Question 2: If not, then is the following consistent: $ZF + DC +$ "Player 1 has a winning strategy"? A possible model for this could be a model of "Every uncountable set of reals has a perfect subset" but I don't know anymore.
 A: I think that the following is a correct proof of the following claim:

Proposition ($\mathsf{ZF+DC}$). If Player I has a winning strategy then $\omega_1\leq\mathbb R$.

Proof. Let $F\colon\mathbb R\to\omega_1$ be a surjection such that each fiber is uncountable (which is definable in $\mathsf{ZF}$), and let $q_n$ be an enumeration of the rationals.

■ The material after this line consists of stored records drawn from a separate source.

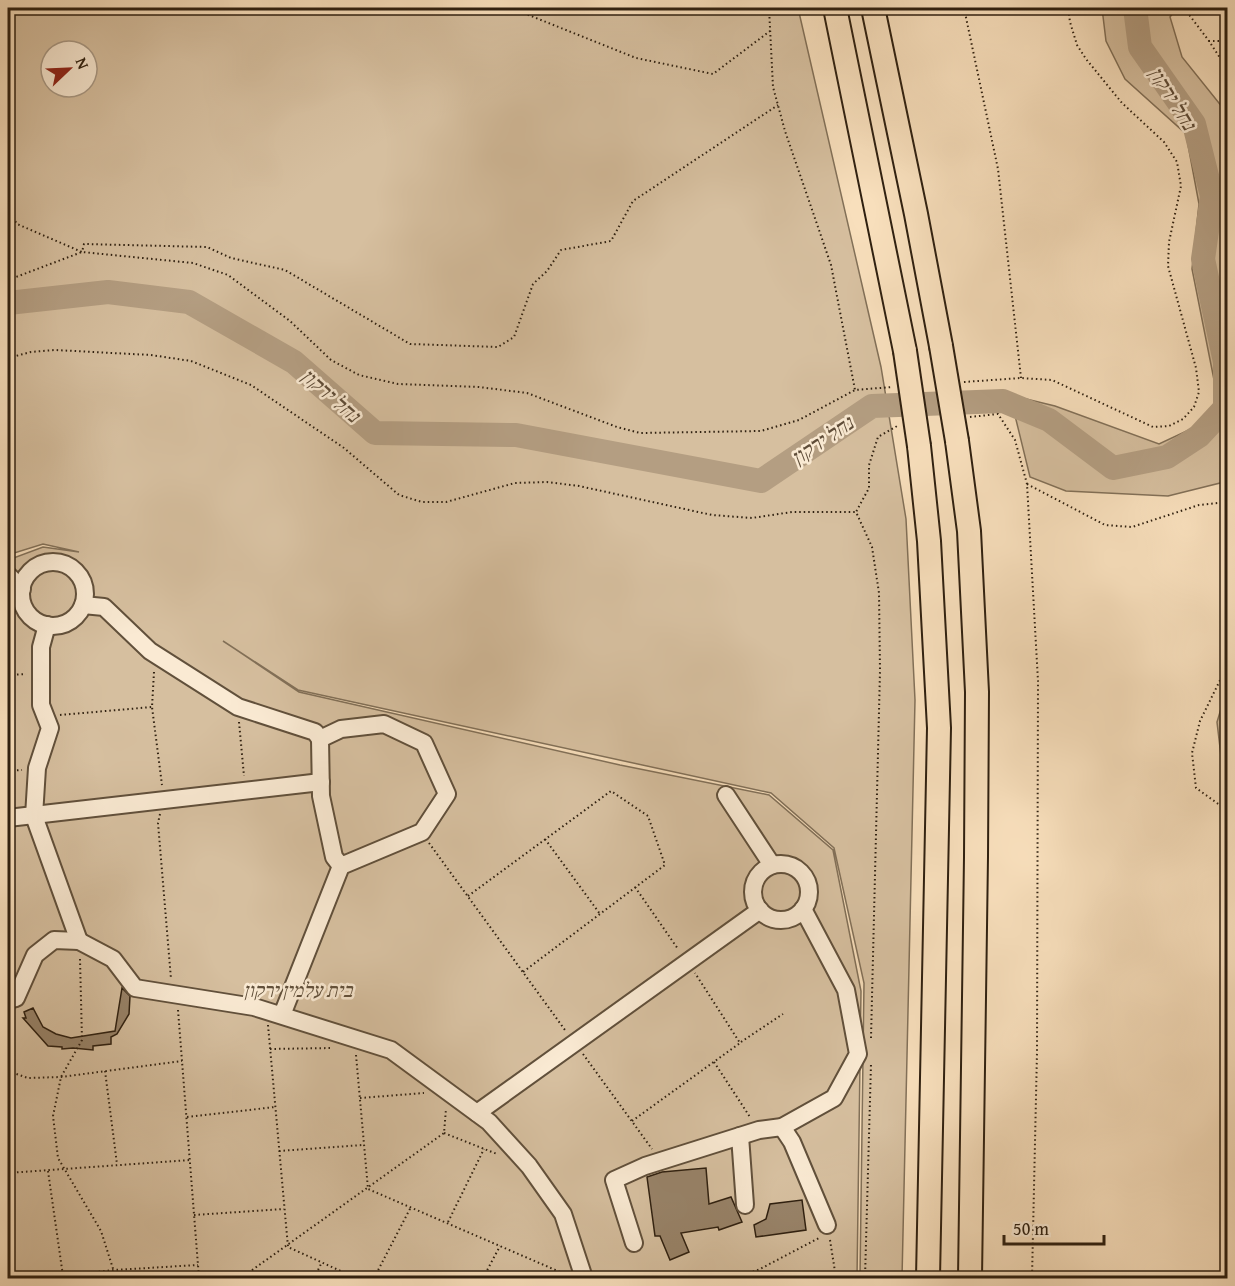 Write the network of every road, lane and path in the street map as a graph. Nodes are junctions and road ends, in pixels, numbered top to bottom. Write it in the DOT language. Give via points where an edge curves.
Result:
graph roads {
  1 [pos="512,8"];
  2 [pos="769,8"];
  3 [pos="835,8"];
  4 [pos="873,8"];
  5 [pos="964,8"];
  6 [pos="1068,8"];
  7 [pos="1184,8"];
  8 [pos="770,31"];
  9 [pos="1209,41"];
  10 [pos="1227,41"];
  11 [pos="1227,70"];
  12 [pos="778,105"];
  13 [pos="8,210"];
  14 [pos="82,252"];
  15 [pos="8,279"];
  16 [pos="8,358"];
  17 [pos="998,414"];
  18 [pos="878,437"];
  19 [pos="1027,484"];
  20 [pos="1227,502"];
  21 [pos="856,512"];
  22 [pos="8,574"];
  23 [pos="22,589"];
  24 [pos="83,605"];
  25 [pos="47,625"];
  26 [pos="154,654"];
  27 [pos="1227,664"];
  28 [pos="41,674"];
  29 [pos="8,675"];
  30 [pos="152,707"];
  31 [pos="238,708"];
  32 [pos="46,716"];
  33 [pos="320,739"];
  34 [pos="321,782"];
  35 [pos="246,790"];
  36 [pos="726,795"];
  37 [pos="163,799"];
  38 [pos="1227,812"];
  39 [pos="34,816"];
  40 [pos="8,818"];
  41 [pos="422,832"];
  42 [pos="545,839"];
  43 [pos="772,865"];
  44 [pos="341,866"];
  45 [pos="635,887"];
  46 [pos="468,896"];
  47 [pos="803,909"];
  48 [pos="760,910"];
  49 [pos="600,914"];
  50 [pos="79,941"];
  51 [pos="687,962"];
  52 [pos="523,972"];
  53 [pos="175,994"];
  54 [pos="8,1000"];
  55 [pos="274,1013"];
  56 [pos="783,1014"];
  57 [pos="355,1038"];
  58 [pos="871,1042"];
  59 [pos="575,1043"];
  60 [pos="740,1043"];
  61 [pos="334,1048"];
  62 [pos="270,1049"];
  63 [pos="871,1054"];
  64 [pos="182,1061"];
  65 [pos="714,1062"];
  66 [pos="8,1071"];
  67 [pos="105,1071"];
  68 [pos="61,1077"];
  69 [pos="447,1091"];
  70 [pos="360,1098"];
  71 [pos="275,1107"];
  72 [pos="477,1113"];
  73 [pos="187,1117"];
  74 [pos="631,1121"];
  75 [pos="782,1127"];
  76 [pos="759,1130"];
  77 [pos="444,1133"];
  78 [pos="740,1136"];
  79 [pos="364,1145"];
  80 [pos="484,1149"];
  81 [pos="279,1151"];
  82 [pos="502,1156"];
  83 [pos="190,1160"];
  84 [pos="660,1161"];
  85 [pos="117,1165"];
  86 [pos="65,1170"];
  87 [pos="48,1171"];
  88 [pos="8,1173"];
  89 [pos="368,1188"];
  90 [pos="745,1205"];
  91 [pos="411,1207"];
  92 [pos="284,1209"];
  93 [pos="194,1215"];
  94 [pos="448,1223"];
  95 [pos="827,1225"];
  96 [pos="634,1243"];
  97 [pos="288,1246"];
  98 [pos="500,1246"];
  99 [pos="321,1262"];
  100 [pos="198,1265"];
  101 [pos="114,1270"];
  102 [pos="63,1276"];
  103 [pos="577,1277"];
  104 [pos="45,1278"];
  105 [pos="117,1278"];
  106 [pos="199,1278"];
  107 [pos="241,1278"];
  108 [pos="314,1278"];
  109 [pos="356,1278"];
  110 [pos="374,1278"];
  111 [pos="483,1278"];
  112 [pos="736,1278"];
  113 [pos="836,1278"];
  114 [pos="866,1278"];
  115 [pos="928,1278"];
  116 [pos="970,1278"];
  117 [pos="1032,1278"];
  1 -- 8 [label="path" via="636,58 713,74"];
  2 -- 8 [label="path"];
  3 -- 115 [label="highway, bridge" via="905,351 929,541 939,728"];
  4 -- 116 [label="highway, bridge" via="941,346 969,531 976,692"];
  5 -- 6 [label="path" via="998,169 1021,378 1052,380 1153,428 1169,426 1194,407 1199,392 1168,266 1181,186 1177,162 1164,142 1122,103 1086,59 1077,45"];
  7 -- 9 [label="path"];
  8 -- 12 [label="path" via="773,87"];
  9 -- 10 [label="path"];
  9 -- 11 [label="path"];
  12 -- 14 [label="path" via="633,201 611,241 561,250 547,272 533,284 514,337 498,347 410,344 285,270 231,258 207,246 84,244"];
  12 -- 14 [label="path" via="831,266 855,390 799,420 761,432 640,433 526,393 398,384 359,375 331,360 290,321 228,275 193,262"];
  13 -- 14 [label="path" via="17,224"];
  14 -- 15 [label="path"];
  16 -- 21 [label="path" via="55,350 191,361 250,385 344,447 399,495 422,502 446,502 515,483 547,482 712,515 752,518 792,512"];
  17 -- 19 [label="path" via="1015,440"];
  18 -- 21 [label="path" via="869,465 869,488"];
  19 -- 20 [label="path" via="1105,525 1132,527 1199,505"];
  19 -- 117 [label="path" via="1038,681"];
  21 -- 58 [label="path" via="872,547 879,593"];
  22 -- 23 [label="lane"];
  23 -- 24 [label="lane" via="25,579 40,565 61,563 71,567 84,584"];
  23 -- 25 [label="lane" via="30,616"];
  24 -- 25 [label="lane" via="73,620"];
  24 -- 26 [label="lane" via="104,607"];
  25 -- 28 [label="lane" via="41,647"];
  26 -- 30 [label="path"];
  26 -- 31 [label="lane"];
  27 -- 38 [label="path" via="1200,721 1192,753 1196,788"];
  28 -- 29 [label="path"];
  28 -- 32 [label="lane" via="41,705"];
  30 -- 32 [label="path"];
  30 -- 37 [label="path"];
  31 -- 33 [label="lane" via="315,732"];
  31 -- 35 [label="path"];
  32 -- 39 [label="lane" via="50,728 37,768"];
  33 -- 34 [label="lane"];
  33 -- 41 [label="lane" via="340,729 384,724 424,743 447,794"];
  34 -- 35 [label="lane"];
  34 -- 44 [label="lane" via="334,856"];
  35 -- 37 [label="lane"];
  36 -- 43 [label="lane"];
  37 -- 39 [label="lane"];
  37 -- 53 [label="path" via="158,823"];
  39 -- 40 [label="lane"];
  39 -- 50 [label="lane"];
  41 -- 44 [label="lane"];
  41 -- 46 [label="path"];
  42 -- 45 [label="path" via="611,791 648,816 665,865"];
  42 -- 46 [label="path"];
  42 -- 49 [label="path"];
  43 -- 47 [label="lane" via="793,866 807,881 809,891"];
  43 -- 48 [label="lane" via="755,880 753,891"];
  44 -- 55 [label="lane"];
  45 -- 49 [label="path"];
  45 -- 51 [label="path"];
  46 -- 52 [label="path"];
  47 -- 48 [label="lane" via="786,919 768,916"];
  47 -- 75 [label="lane" via="846,990 858,1054 834,1098"];
  48 -- 51 [label="lane"];
  49 -- 52 [label="path"];
  50 -- 53 [label="lane" via="113,959 135,988"];
  50 -- 54 [label="lane" via="54,940 35,955 16,998"];
  50 -- 68 [label="path" via="82,1040"];
  51 -- 59 [label="lane"];
  51 -- 60 [label="path"];
  52 -- 59 [label="path"];
  53 -- 55 [label="lane"];
  53 -- 64 [label="path"];
  55 -- 57 [label="lane"];
  55 -- 62 [label="path"];
  56 -- 60 [label="path"];
  57 -- 69 [label="lane" via="391,1050"];
  57 -- 70 [label="path"];
  59 -- 72 [label="lane"];
  59 -- 74 [label="path"];
  60 -- 65 [label="path"];
  61 -- 62 [label="path"];
  62 -- 71 [label="path"];
  63 -- 114 [label="path"];
  64 -- 67 [label="path"];
  64 -- 73 [label="path"];
  65 -- 74 [label="path"];
  65 -- 76 [label="path"];
  66 -- 68 [label="path" via="28,1078"];
  67 -- 68 [label="path"];
  67 -- 85 [label="path"];
  68 -- 86 [label="path" via="53,1116 58,1158"];
  69 -- 70 [label="path"];
  69 -- 72 [label="lane"];
  69 -- 77 [label="path"];
  70 -- 79 [label="path"];
  71 -- 73 [label="path"];
  71 -- 81 [label="path"];
  72 -- 103 [label="lane" via="528,1166 564,1214"];
  73 -- 83 [label="path"];
  74 -- 84 [label="path"];
  75 -- 76 [label="lane"];
  75 -- 95 [label="lane"];
  76 -- 78 [label="lane"];
  77 -- 80 [label="path"];
  77 -- 89 [label="path"];
  78 -- 84 [label="lane"];
  78 -- 90 [label="lane"];
  79 -- 81 [label="path"];
  79 -- 89 [label="path"];
  80 -- 82 [label="path"];
  80 -- 94 [label="path"];
  81 -- 92 [label="path"];
  83 -- 85 [label="path"];
  83 -- 93 [label="path"];
  84 -- 96 [label="lane" via="614,1180"];
  85 -- 86 [label="path"];
  86 -- 87 [label="path"];
  86 -- 101 [label="path" via="101,1231"];
  87 -- 88 [label="path"];
  87 -- 102 [label="path"];
  89 -- 91 [label="path"];
  89 -- 97 [label="path"];
  91 -- 94 [label="path"];
  91 -- 110 [label="path"];
  92 -- 93 [label="path"];
  92 -- 97 [label="path"];
  93 -- 100 [label="path"];
  94 -- 98 [label="path"];
  95 -- 112 [label="path" via="818,1240"];
  95 -- 113 [label="path"];
  97 -- 99 [label="path"];
  97 -- 107 [label="path"];
  98 -- 103 [label="path"];
  98 -- 111 [label="path"];
  99 -- 108 [label="path"];
  99 -- 109 [label="path"];
  100 -- 101 [label="path"];
  100 -- 106 [label="path"];
  101 -- 102 [label="path"];
  101 -- 105 [label="path"];
  102 -- 104 [label="path"];
}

Let $\alpha<\omega_1$, we consider the following game: $Y_1=F^{-1}(\alpha)$. This is an uncountable set, so it is a legal move. Player I plays by its strategy, and Player II plays by the following strategy:
Suppose $X_n$ was chosen, let $q$ be the least rational number such that $(q-\frac1n,q+\frac1n)\cap X_n$ is a legal move. Such rational exists otherwise $X_n$ is the countable union of countable sets, which under $\mathsf{DC}$ is countable. Then $Y_n$ is that intersection.

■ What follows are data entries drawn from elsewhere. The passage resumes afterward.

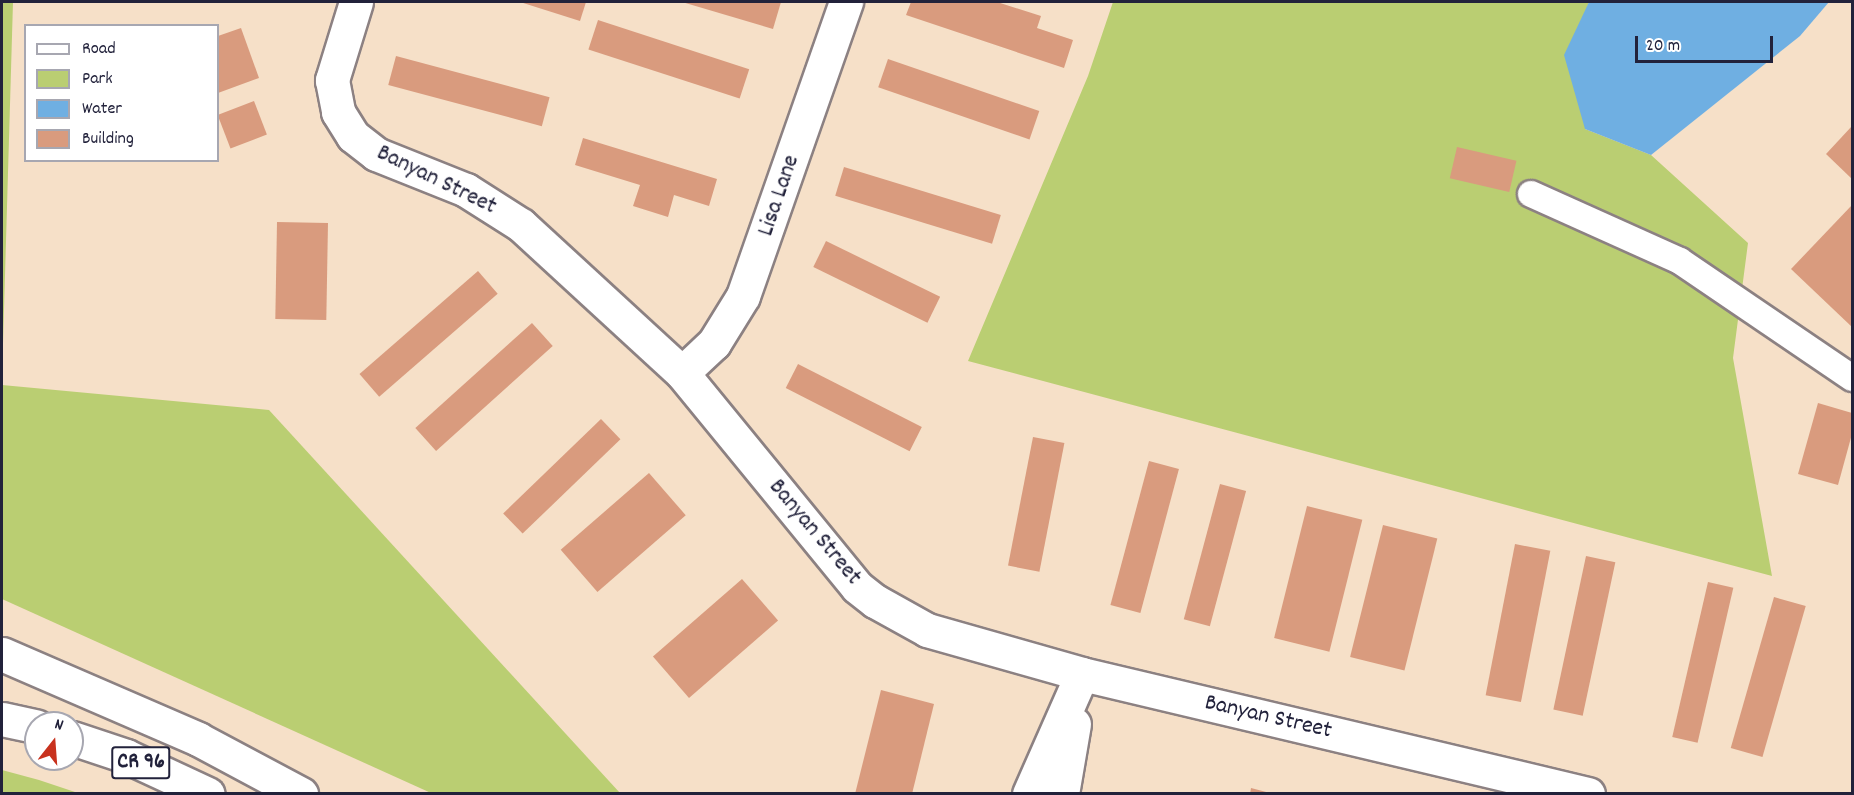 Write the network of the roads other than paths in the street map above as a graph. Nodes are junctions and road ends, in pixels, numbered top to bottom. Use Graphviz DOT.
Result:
graph roads {
  1 [pos="356,2"];
  2 [pos="846,2"];
  3 [pos="1531,194"];
  4 [pos="682,373"];
  5 [pos="1852,378"];
  6 [pos="2,654"];
  7 [pos="1082,674"];
  8 [pos="2,719"];
  9 [pos="24,724"];
  10 [pos="84,742"];
  11 [pos="208,794"];
  12 [pos="301,794"];
  13 [pos="1029,794"];
  14 [pos="1062,794"];
  15 [pos="1588,794"];
  1 -- 4 [label="main road, Banyan Street"];
  2 -- 4 [label="main road, Lisa Lane"];
  3 -- 5 [label="lane"];
  4 -- 7 [label="main road, Banyan Street"];
  6 -- 12 [label="main road"];
  7 -- 13 [label="main road"];
  7 -- 14 [label="main road"];
  7 -- 15 [label="main road, Banyan Street"];
  8 -- 9 [label="main road"];
  10 -- 11 [label="main road, CR 96"];
}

As the first player has a winning strategy it assures us that $\bigcap Y_n\neq\varnothing$, but in this case the intersection can only contain one point, because $a,b\in Y_n$ for all $n$ it means that $|a-b|<\frac1n$ for all $n$. We denote $r_\alpha$ this unique point.
It is left to show that $f(\alpha)=r_\alpha$ is injective, but this is trivial because $F(r_\alpha)=\alpha$ by the fact that $r_\alpha\in F^{-1}(\alpha)$. $\square$

From this follows that it is impossible in $\mathsf{ZF+DC}$ to have a winning strategy for Player I. But it is not enough to prove the existence of a strategy for Player II.
I think that the only use of the axiom of choice is in showing that countable unions of countable sets of real numbers are countable. If this is false, Andres gave a strategy for Player I, and if this is true the arguments above along with the arguments in the comments to the question show that Player I cannot have a winning strategy. Indeed we are left to show whether or not $\mathsf{ZF+DC}$ prove that Player II can win, or maybe there is some model in which the game is indeterminate.
A: Let me first point out that (in $\mathsf{ZF}$) if there is a countable collection of countable sets of reals whose union is uncountable, say $Y=\bigcup_n A_n$, where we may as well assume the $A_n$ are disjoint, then II has a winning strategy: For each $n$, II wins by playing $Y_{n+1}=X_n\cap\bigcup_{m>n}A_m$, where $X_0=\mathbb R$. Note each $Y_{n+1}$ has countable complement in $X_n$, and their intersection is contained in $\bigcap_n\bigcup_{m>n}A_m=\emptyset$, so this is winning for II. 
An earlier version of this answer had a mistake. Asaf has given the right answer, let me add some remarks: Asaf proof actually shows that, if every countable union of countable sets of reals is countable, and I has a winning strategy, then $\omega_1\le \mathbb R$. As described in the comments, if $\omega_1\le\mathbb R$, then I was a winning strategy. It remains to address what happens when $\omega_1\not\le\mathbb R$ but countable unions of countable sets of reals are countable. (The two possibilities are that the game is undetermined, or that II has a winning strategy.)